Properzio, mentendo, aveva mistificato e contraffatto la tragica sorte di suo padre. Ufficialmente non c’era più nessun pericolo o alcuna ragione di scandalo a ricordare gli episodi delle guerre civili. I fatti riguardavano il decennio precedente, un velo di oblio li aveva sopiti.
Il primo canzoniere d’amore per Cinzia si chiudeva però con una stranissima firma d’autore: la morte di un parente stretto e le proprie origini.Il tema non sarà abbandonato, seguitando di nascosto, e poi affiorando di nuovo in IV, 1 [Propertius – Horos] e in IV, 11 [elegia di Cornelia, in cui certe parole di I, 21 e 22 si ripetono non a caso].

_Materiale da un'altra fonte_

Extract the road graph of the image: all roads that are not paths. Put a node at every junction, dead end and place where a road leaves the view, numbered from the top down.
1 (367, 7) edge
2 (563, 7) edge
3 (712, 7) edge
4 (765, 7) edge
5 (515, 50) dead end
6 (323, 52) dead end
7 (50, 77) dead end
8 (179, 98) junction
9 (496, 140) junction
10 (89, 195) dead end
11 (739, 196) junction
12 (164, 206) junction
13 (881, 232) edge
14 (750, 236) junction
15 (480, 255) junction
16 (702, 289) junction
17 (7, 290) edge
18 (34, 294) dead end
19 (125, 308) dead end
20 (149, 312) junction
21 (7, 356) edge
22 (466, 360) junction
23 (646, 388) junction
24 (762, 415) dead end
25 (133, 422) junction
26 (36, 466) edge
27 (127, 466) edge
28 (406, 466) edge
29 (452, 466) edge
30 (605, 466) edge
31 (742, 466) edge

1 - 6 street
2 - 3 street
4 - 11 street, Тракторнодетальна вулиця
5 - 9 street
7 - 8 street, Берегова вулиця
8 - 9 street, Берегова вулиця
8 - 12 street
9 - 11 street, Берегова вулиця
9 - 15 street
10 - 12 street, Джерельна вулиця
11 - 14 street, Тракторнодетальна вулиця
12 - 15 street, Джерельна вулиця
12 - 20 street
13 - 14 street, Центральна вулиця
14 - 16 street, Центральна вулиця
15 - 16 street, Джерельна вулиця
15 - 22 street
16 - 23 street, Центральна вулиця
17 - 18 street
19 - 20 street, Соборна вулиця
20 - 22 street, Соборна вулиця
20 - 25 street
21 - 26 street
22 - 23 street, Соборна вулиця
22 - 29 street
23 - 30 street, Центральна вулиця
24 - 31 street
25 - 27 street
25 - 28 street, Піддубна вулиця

Che c’entrava Cynthia con Gallus e viceversa? Perché mai questa stranezza poetica di assurda potenza in termini di “pathos”? Chi è Cynthia, chi è Gallus? Properzio ha scelto l’oscurità e l’inganno. Ma eliminata Cinzia [l'impossibile Hostia di Apuleio], ecco il risveglio della ragionevolezza: coloro che hanno creduto a Cinzia in carne ed ossa, costoro devono fare ora i conti con l’impossibilità a priori che questa Cinzia [meretrice di lusso oppure matrona infamata] potesse essere accostata tranquillamente ai nomi altissimi di Mecenate e di Ottaviano Augusto, se appunto riconoscibile dal pubblico, a Roma.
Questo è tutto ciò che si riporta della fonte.